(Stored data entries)
------------------------------------------------------------

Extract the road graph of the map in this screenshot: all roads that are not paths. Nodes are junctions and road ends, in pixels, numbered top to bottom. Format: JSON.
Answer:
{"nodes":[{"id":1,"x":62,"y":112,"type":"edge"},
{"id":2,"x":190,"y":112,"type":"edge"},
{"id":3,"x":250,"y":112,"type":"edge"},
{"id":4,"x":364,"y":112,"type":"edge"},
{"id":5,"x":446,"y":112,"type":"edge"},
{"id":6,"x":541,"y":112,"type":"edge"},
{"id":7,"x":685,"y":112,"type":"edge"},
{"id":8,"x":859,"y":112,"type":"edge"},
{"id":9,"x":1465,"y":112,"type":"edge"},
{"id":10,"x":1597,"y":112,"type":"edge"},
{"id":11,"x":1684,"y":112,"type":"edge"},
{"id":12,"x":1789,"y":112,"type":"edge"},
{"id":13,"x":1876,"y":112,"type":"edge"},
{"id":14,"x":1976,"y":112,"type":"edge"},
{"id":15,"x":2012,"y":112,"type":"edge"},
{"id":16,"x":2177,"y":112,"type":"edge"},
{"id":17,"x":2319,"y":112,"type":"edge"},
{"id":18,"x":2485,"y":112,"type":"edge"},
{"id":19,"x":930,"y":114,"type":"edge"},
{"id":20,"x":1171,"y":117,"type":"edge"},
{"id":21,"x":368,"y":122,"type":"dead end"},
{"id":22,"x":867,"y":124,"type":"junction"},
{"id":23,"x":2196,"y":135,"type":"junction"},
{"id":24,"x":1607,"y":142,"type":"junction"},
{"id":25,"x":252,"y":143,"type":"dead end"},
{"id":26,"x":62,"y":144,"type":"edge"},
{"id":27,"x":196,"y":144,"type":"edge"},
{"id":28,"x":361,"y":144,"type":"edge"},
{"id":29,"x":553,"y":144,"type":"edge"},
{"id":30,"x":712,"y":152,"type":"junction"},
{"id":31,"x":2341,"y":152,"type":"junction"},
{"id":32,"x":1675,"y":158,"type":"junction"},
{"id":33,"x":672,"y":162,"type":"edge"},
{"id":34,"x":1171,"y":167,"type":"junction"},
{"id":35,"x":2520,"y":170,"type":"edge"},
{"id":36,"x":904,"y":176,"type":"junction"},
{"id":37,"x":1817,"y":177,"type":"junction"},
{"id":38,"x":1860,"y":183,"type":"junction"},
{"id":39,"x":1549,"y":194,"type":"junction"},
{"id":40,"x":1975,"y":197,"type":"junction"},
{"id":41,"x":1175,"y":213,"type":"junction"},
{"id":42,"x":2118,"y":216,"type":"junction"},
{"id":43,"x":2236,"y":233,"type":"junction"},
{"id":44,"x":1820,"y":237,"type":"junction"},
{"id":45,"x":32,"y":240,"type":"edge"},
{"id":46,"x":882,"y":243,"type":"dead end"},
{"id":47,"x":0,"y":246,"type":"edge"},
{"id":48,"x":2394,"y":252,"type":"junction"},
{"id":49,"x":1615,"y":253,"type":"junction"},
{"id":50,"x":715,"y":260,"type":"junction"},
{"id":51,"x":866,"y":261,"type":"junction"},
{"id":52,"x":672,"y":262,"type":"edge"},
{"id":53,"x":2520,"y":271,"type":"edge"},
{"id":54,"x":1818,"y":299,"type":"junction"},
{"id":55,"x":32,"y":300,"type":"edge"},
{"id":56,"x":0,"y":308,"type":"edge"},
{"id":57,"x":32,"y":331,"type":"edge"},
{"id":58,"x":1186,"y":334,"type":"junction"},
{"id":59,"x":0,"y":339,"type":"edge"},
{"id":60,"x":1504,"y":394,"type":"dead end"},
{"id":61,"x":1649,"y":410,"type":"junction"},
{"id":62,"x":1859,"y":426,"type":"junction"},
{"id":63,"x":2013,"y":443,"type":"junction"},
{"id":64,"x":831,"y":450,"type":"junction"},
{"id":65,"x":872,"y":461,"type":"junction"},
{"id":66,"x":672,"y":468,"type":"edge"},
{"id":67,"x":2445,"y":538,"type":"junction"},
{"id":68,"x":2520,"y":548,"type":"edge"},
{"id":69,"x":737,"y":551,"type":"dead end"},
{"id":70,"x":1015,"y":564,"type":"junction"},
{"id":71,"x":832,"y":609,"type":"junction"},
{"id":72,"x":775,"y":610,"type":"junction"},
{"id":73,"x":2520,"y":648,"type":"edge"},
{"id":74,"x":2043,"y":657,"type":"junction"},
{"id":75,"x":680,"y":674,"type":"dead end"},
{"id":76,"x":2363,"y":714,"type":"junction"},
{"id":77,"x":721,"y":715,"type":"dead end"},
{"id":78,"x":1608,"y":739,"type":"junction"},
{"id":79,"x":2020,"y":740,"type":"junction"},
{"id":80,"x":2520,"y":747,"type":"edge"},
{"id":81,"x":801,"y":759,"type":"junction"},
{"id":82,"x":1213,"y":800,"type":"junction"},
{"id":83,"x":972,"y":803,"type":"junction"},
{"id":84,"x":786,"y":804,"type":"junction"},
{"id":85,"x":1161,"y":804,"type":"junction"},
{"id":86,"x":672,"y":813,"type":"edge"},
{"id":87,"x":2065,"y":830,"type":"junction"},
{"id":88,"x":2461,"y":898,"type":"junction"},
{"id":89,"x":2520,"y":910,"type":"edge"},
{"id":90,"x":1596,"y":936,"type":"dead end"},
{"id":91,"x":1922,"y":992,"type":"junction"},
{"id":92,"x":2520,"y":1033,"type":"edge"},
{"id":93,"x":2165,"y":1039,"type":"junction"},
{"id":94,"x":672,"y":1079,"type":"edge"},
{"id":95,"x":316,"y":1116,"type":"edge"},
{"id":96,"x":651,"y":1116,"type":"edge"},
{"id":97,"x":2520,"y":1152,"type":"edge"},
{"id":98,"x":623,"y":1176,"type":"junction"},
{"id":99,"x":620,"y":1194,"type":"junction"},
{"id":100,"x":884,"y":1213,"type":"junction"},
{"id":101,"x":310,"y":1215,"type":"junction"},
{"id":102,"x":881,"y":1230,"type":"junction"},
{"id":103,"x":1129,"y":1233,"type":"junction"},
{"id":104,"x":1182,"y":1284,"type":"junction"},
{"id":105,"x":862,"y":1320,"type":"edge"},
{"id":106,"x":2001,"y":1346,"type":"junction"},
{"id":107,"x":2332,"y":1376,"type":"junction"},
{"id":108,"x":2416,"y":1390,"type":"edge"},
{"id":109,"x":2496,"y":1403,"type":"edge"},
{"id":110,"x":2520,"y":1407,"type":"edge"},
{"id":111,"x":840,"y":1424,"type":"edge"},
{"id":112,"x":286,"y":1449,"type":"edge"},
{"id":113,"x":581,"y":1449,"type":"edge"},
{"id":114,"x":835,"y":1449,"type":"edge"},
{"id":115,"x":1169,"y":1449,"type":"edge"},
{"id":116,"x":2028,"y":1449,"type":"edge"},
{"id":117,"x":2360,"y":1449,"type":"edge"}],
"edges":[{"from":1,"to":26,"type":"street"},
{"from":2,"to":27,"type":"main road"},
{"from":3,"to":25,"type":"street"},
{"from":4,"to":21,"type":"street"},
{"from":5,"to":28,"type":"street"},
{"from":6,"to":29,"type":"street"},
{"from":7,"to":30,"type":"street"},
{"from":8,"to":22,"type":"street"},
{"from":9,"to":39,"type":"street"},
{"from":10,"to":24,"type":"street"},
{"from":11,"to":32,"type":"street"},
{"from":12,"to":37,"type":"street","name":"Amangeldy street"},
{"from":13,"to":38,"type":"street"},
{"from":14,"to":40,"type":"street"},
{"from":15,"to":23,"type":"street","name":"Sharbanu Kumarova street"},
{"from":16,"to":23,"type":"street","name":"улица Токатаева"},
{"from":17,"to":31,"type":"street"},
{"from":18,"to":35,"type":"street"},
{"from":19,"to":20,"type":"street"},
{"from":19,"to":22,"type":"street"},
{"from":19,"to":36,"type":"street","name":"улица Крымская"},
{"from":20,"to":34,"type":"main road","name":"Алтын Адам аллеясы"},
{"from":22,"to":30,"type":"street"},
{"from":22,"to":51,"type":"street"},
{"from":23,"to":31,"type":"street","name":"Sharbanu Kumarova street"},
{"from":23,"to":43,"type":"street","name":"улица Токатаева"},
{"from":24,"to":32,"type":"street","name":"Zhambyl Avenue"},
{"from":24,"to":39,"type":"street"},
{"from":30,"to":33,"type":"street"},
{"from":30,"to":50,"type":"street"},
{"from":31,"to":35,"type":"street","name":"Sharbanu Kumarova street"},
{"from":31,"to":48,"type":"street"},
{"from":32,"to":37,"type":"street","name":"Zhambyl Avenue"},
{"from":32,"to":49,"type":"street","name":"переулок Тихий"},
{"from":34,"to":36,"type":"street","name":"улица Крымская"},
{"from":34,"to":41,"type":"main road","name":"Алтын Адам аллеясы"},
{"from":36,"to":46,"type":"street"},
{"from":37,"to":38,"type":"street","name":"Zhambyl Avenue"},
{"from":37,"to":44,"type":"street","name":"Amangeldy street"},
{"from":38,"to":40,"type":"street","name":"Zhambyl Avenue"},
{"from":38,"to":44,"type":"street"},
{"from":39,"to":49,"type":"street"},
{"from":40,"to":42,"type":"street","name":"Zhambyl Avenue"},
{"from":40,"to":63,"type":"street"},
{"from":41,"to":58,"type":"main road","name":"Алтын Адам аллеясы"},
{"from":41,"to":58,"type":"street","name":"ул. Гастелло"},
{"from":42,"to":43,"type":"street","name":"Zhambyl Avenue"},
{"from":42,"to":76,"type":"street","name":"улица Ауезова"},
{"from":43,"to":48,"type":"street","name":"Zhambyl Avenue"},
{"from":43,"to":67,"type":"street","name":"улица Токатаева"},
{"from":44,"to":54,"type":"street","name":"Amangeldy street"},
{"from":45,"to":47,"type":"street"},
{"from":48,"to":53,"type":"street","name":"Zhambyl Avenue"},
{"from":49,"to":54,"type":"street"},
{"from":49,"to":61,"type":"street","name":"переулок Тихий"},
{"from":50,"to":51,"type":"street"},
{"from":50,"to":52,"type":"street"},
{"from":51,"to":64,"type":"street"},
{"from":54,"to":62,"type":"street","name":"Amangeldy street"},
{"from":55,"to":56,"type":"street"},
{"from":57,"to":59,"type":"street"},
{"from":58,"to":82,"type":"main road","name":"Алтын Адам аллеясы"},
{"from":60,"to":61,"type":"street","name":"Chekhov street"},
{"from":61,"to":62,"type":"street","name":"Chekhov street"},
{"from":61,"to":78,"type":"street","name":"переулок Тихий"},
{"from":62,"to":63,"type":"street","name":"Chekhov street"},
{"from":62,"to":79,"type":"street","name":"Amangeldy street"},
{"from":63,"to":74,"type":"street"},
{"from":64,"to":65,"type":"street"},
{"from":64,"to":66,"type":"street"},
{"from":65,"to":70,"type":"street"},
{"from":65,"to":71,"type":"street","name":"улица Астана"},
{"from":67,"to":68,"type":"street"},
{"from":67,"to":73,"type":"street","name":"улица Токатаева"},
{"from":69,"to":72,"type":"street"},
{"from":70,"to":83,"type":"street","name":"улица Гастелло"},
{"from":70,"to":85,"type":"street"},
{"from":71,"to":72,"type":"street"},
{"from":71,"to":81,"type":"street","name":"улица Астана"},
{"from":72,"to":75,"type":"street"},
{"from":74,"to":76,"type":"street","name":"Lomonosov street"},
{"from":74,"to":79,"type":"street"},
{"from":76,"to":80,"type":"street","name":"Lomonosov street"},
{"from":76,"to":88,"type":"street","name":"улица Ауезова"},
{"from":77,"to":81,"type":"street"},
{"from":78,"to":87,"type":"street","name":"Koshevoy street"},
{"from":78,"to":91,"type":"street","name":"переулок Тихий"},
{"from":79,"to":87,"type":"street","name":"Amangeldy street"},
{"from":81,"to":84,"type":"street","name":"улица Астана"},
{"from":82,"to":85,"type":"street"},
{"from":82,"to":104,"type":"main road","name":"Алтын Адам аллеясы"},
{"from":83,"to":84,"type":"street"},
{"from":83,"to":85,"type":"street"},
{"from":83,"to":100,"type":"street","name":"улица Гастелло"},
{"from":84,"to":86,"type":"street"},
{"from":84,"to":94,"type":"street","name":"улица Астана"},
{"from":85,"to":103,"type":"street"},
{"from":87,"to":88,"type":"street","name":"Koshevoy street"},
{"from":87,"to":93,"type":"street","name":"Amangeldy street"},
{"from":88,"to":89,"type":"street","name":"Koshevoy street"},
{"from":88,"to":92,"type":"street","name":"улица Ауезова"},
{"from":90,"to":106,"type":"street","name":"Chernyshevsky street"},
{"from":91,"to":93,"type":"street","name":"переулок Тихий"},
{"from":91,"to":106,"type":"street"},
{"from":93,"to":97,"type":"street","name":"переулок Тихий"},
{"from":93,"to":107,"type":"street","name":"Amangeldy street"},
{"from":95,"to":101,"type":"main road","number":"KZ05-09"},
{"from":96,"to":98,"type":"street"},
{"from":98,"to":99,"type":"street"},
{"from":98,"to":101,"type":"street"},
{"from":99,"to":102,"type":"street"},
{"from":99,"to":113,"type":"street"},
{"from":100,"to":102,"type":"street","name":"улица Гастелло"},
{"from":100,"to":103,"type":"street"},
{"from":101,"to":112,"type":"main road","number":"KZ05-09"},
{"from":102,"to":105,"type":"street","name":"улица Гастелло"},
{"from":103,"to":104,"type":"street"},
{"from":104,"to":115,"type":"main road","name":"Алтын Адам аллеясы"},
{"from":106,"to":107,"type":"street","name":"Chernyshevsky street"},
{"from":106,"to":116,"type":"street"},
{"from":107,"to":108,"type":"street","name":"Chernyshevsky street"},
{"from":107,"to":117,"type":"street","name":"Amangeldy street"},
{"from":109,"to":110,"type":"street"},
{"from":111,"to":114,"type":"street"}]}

------------------------------------------------------------

Work to complete: Where a line of the records has the string "Koshevoy", copy that line.

Written answer:
{"from":78,"to":87,"type":"street","name":"Koshevoy street"},
{"from":87,"to":88,"type":"street","name":"Koshevoy street"},
{"from":88,"to":89,"type":"street","name":"Koshevoy street"},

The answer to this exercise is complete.